Caught my cats filing nuisance lawsuits again.
Why isn’t a fleet of helicopters just called hellacopters.
I understand why there were reindeer named Dasher, Dancer and Prancer, but how did Vixen earn her name. What is Santa hiding
Relationship status: my period comes more often than I do.
I’m still thinking about some great eye contact I got last week. You know when your eyes lock and you both stop talking and just gaze?
Ugh.
Then he kept looking from my left eye to my right eye, back and forth like he was trying to enter my soul through my retinas.
Good stuff.
Me, getting mugged: make sure you use that credit card for groceries. I get fuel points.
People who say “Money doesn’t grow on trees” don’t understand the paper making process.
How far did I walk away from the sink when I was brushing my teeth? As always, too far.
I’m at that age where I panic a little if I randomly smell toast.
Hi, my name is Pan. It’s short for Pam.
To tree roots that look remarkably like snakes:
You’re not funny.
DATE: I want to be with someone that fights for change
ME: [with a mouth full of lasagna] I won’t fight other people for less than minimum wage
went to my great aunt’s funeral (she made it to 96) and was eating so much potato salad and smoked salmon that my uncle asked if I had a tapeworm
definitely did not do anything wrong
Attorney: identity theft is a serious crime
John Jacob Jingleheimerschmidt: i will explain once more
I guess I could try to do “No Nut November” but I think it’ll be a REALLY white christmas if I manage it.
Kids today will tell you how they hate tomatoes while eating chips and salsa.
Christmas is becoming more and more commercialised every year. Pushing up prices in every sector
This tweet is brought to you by Tesco
How do girls look so cute in an oversize sweater? I look like a hot air balloon ready for takeoff.
A cheese so sharp you have to hand it to people backwards.
“That Will Smith is a nice young man, I hope he wins Celebrity Apprentice.”
No Grandma, that’s Ben Carson and this is the Republican Debate
I brought a glue gun to a knife fight. Those knives aren’t going anywhere.
Thank God for that one person who gets on the elevator and takes charge.
age 12: fell off of bike at high velocity onto gravel road. biked 5 miles home
age 42: used wrong pillow. back was nonfunctional for 2 days.
Me: My brother was in an accident & lost his hand.
Her: OMG, is he OK?
Me: Yes, it was his left hand so
Her: Don’t do it
Me: he’s all right
Me: So many of my days have become an endless stream of snack-time, nap-time, tantrum-time, screen-time, bath-time, whining, and a lot of incoherent mumbling in between.
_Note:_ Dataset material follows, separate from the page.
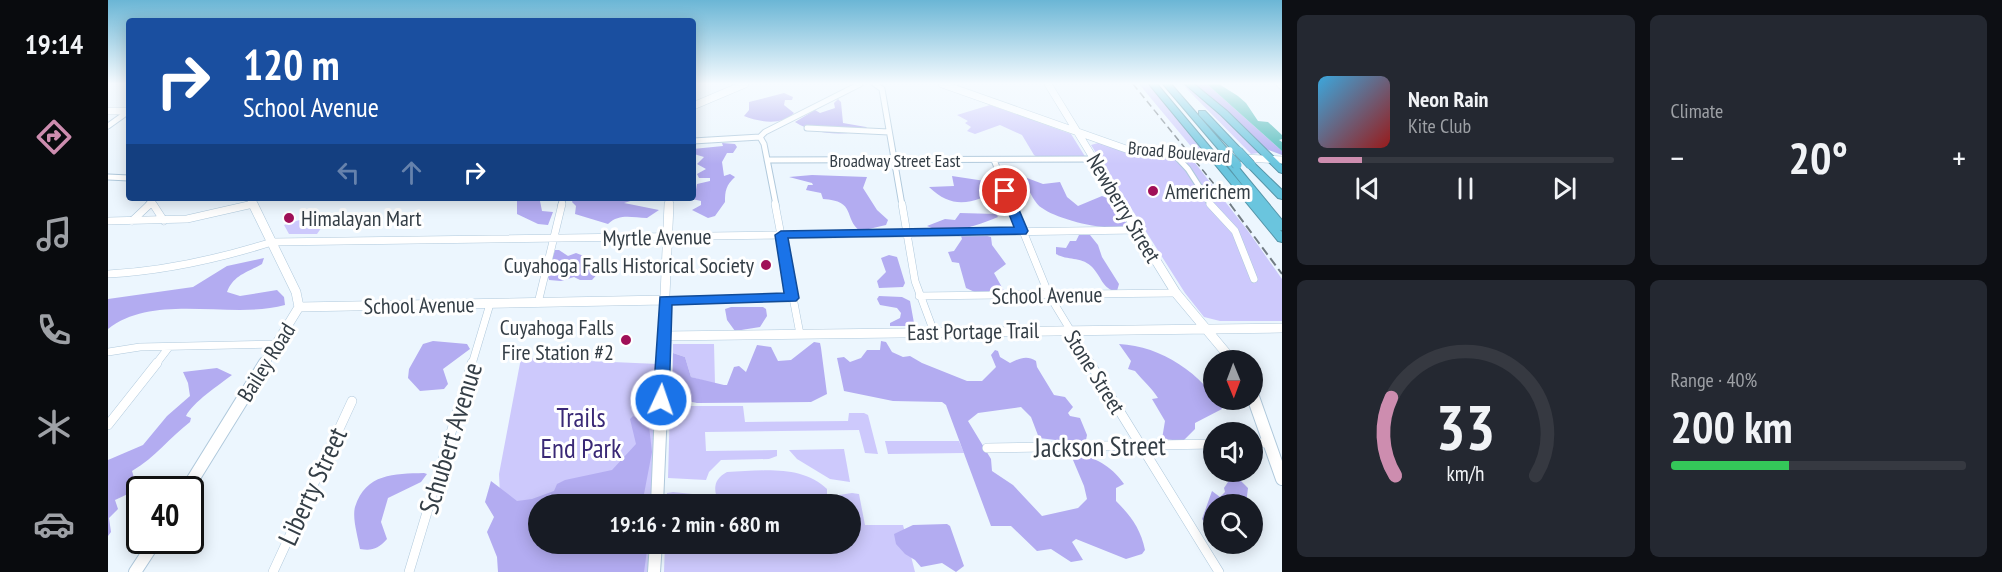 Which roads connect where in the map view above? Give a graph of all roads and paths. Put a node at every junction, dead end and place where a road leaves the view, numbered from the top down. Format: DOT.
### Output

Them: I remember those days! How old are your kids?
Me: Kids?
All I’m saying is if I’m a nearby country previously occupied by the British, the queen is dead, the monarchy is tanking public trust via photoshop, the spare is in California making podcasts, and the real government blew through 3 prime ministers in a year + brexit, I’m invading
Apparently saying “If you think your wife is fat now, wait till she has the baby” is not a good way to congratulate someone.